Foreward by Andrew Chilvers
Insolvency and restructuring legislation changed radically in all jurisdictions in the wake of COVID-19. While governments have tried to delay the number of insolvencies in the short term, most experts agree that distressed businesses will start to fail significantly later this year and into 2021.
For insolvency practitioners and lawyers alike, the pandemic has posed problems that have not been seen on a global scale in more than 100 years. Many businesses have faced sudden and catastrophic closures along with the evaporation of their revenue as emergency lockdowns have been implemented across all jurisdictions in an attempt to control the virus.
And now as lockdown measures have eased around the globe, those companies still functioning may well be tipped over the edge into insolvency by the loss of trade during and post the pandemic. No surprise then that later this year, the number of company insolvencies and liquidations is predicted to soar.
This provides the challenge for insolvency professionals; how to retain value and restructure decent businesses that were robust and profitable before March, while allowing zombie businesses to naturally fail?
Are different governments introducing new legislative or country regimes that allow for restructuring over liquidation? There is no legislation that allows restructuring, so how does it preserve its economic value?
One of the biggest changes in U.S. bankruptcy law has been the small business chapter five election, and the Trump administration increased the amount necessary to be eligible for the election to $7.5 million of uncontested debt. Under sub-chapter five designation you don’t have the costs of a creditors’ committee. There’s a chapter five trustee put into place, but you retain command over your company like you do under a regular chapter eleven.
One of the significant features, aside from the speed and the cost reduction for these smaller businesses, is that you are able to retain equity as an owner, which is something you can’t do under a normal chapter eleven where equity gets wiped away without new investment. If you’re an owner of a small business you should be able to keep ownership, including what people call sweat equity, as opposed to new money coming in to retain equity.

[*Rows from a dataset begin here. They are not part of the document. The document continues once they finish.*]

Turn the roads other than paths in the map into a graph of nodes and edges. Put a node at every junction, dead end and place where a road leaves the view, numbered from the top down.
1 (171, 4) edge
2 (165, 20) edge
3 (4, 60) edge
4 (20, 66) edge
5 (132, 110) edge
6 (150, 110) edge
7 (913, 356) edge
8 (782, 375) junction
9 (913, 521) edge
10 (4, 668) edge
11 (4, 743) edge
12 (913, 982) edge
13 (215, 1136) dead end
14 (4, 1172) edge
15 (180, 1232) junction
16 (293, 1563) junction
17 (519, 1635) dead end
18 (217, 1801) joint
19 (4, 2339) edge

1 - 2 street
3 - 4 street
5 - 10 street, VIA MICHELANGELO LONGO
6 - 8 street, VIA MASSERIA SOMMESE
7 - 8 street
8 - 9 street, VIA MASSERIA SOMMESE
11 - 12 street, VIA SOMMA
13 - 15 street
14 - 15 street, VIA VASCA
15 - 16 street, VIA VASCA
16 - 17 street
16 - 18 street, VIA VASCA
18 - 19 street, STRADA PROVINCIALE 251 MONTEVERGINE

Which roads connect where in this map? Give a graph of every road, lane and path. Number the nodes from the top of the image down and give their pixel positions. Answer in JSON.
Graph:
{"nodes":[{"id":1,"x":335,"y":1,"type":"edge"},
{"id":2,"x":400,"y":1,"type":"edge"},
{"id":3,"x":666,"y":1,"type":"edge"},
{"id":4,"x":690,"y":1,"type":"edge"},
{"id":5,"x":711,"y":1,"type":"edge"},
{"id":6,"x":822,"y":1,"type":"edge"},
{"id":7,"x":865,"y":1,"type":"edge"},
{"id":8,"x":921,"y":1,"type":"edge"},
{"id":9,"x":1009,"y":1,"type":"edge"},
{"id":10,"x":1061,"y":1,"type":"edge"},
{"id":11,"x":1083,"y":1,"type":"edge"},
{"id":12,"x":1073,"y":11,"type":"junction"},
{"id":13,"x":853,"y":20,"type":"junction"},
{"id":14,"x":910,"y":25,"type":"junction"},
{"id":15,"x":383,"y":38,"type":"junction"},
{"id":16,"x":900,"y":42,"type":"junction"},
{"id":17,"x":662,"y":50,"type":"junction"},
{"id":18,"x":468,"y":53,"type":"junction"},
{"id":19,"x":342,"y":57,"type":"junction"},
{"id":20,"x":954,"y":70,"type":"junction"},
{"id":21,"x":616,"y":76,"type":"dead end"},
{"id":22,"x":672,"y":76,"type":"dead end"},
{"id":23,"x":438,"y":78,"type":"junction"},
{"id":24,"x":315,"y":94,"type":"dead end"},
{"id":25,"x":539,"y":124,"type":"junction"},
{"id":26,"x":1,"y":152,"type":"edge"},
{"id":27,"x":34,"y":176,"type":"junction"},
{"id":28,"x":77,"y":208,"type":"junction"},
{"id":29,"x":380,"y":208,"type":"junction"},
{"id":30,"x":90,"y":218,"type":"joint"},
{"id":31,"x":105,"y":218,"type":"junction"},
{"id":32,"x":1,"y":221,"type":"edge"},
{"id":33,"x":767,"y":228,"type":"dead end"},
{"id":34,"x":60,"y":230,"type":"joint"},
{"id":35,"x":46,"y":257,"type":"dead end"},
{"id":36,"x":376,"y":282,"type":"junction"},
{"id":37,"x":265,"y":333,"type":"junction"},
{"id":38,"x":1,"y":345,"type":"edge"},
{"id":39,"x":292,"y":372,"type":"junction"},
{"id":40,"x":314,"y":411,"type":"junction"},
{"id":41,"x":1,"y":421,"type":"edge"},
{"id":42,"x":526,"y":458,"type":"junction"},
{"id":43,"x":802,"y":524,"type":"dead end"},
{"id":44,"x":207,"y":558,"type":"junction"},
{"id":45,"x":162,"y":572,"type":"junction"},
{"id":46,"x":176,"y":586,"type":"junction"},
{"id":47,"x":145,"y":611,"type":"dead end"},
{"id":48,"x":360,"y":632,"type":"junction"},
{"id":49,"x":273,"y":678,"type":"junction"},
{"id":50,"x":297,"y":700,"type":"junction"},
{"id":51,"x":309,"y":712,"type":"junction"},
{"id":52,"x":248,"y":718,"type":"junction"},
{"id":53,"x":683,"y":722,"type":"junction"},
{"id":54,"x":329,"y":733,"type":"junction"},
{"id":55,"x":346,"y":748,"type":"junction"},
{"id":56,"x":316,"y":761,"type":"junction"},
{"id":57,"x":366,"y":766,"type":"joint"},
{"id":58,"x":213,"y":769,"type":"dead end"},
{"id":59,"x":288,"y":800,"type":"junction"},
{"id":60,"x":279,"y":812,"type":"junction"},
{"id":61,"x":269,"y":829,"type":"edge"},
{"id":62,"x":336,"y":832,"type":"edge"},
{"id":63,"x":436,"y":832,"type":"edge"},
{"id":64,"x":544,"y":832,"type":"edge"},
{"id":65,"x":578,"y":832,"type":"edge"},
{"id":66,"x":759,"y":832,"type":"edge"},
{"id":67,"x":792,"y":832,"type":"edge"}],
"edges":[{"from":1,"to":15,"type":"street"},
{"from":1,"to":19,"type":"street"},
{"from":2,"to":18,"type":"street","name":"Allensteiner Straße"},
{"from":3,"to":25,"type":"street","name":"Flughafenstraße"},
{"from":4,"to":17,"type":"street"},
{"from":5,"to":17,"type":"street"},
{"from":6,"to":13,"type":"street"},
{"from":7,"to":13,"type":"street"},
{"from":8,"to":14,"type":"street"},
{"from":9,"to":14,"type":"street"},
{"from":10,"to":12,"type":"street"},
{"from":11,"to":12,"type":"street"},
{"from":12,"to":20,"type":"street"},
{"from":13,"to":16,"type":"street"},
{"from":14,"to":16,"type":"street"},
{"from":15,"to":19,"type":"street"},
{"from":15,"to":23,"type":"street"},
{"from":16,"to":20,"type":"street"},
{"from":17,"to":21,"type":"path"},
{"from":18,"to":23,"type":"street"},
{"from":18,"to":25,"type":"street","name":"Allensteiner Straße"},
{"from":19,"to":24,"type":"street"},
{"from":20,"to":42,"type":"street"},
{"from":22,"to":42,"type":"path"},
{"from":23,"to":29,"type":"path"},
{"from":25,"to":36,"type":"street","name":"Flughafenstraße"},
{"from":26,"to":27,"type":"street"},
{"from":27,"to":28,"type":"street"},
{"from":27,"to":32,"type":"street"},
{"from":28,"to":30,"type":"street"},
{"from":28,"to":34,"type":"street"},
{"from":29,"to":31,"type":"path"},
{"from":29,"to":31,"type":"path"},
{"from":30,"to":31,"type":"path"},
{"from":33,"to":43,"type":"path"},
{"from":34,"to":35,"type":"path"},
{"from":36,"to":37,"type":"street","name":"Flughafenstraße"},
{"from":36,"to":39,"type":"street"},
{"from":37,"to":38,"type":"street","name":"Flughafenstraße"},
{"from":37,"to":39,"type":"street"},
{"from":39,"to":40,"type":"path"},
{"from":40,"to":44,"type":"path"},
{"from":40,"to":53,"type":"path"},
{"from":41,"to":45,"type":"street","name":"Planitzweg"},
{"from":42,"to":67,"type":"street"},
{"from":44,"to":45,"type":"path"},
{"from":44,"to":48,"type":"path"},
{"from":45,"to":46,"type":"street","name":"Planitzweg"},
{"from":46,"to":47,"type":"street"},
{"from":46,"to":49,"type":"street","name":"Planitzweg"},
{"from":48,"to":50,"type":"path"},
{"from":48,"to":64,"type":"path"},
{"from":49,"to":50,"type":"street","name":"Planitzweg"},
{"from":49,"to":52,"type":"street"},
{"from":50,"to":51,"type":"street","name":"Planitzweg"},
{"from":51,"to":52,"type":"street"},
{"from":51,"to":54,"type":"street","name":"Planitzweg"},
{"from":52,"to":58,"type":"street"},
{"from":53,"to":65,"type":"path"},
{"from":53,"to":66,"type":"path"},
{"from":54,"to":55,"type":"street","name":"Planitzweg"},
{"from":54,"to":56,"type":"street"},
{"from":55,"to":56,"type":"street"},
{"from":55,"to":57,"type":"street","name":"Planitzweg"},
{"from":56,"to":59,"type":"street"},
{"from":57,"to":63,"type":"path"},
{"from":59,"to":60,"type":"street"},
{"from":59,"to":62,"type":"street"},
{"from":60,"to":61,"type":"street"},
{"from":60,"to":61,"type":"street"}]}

But in this new sub-chapter five election, you are not only allowed to keep ownership in your small business, but if you have personal guarantees as an owner, you can also wipe those out. It’s a little bit different from a chapter eleven, where the debts are wiped away. Instead, you’re going in and paying the debts over three to five years. This is brand new. It was enacted to start in January.
Do “rushed through” insolvency measures address both large enterprises and small and medium-sized companies? Is there legislation pending to address this in your jurisdiction?
I’m not sure what’s going to happen in the U.S. because we have this little thing called an election coming up in November. Even with the new chapter five, I saw a headline yesterday that a bank just foreclosed on 25 hotels. There is going to be more than $7.5 million dollars in debt, in maybe just one hotel. The lenders want to take over the real estate, but all that going concern value is simply wiped away.
Whoever set the thresholds on what they consider to be small businesses didn’t actually talk to anyone, which isn’t surprising because the small business sector is often neglected. Even with the Small Business Administration in the U.S., they are often neglected and there is very little information about them. But they are the engine of the U.S. economy. They create sustainability for a majority of people who don’t want to expand. For example, an entrepreneur may have just one hotel that can hire their immediate family, their extended family, and maybe some friends.
And that’s what makes the U.S. economy strong; when that goes down you have serious problems which is why there is such a wealth gap right now in the U.S. I don’t know what you would do as a small-to-medium sized enterprise, and certainly if you are a smaller restaurant or hotel, and the victim of a riot on top of COVID – as riots are not covered by traditional insurance. I would suggest that you go away, sit back and take three months off to figure out what you are going to do next.
With the “light touch administration” processes now being implemented in different jurisdictions, does this give too much power back to directors? What are the potential risks for the office holder?
It’s OK to make mistakes here in the U.S. You just can’t do it carelessly and you can’t be dishonest. Instead, you can use the advice of counsel and other professionals to work through it and I think this offers a tremendous amount of flexibility.
That said, there isn’t enough flexibility in chapter eleven today. The lions of the restructuring and reorganization practices out there lament the fact that we haven’t had true reorganizations in the U.S. for a long time. Most of what we have here is a distressed mergers and acquisitions market. It seems that selling businesses as a going concern is the only option. The debtor isn’t really making a decision to sell because of the way that different waves of lenders have exerted control of the enterprise. You aren’t really seeing management being able to continue along to preserve the value of the business and come out on the other side. There are legions of people who can no longer even use their own given name because their company was sold out from under them, and the lenders pushed them into chapter eleven and used the mechanism this way.
The only real difference between a chapter eleven and a chapter seven in the United States is who is in charge of the company. I think that the officers and directors should be given more flexibility to reorganize, but right now, the fact that they don’t have flexibility is a product of the lending markets. At some point this will adjust itself because eventually the markets do adjust themselves the right way.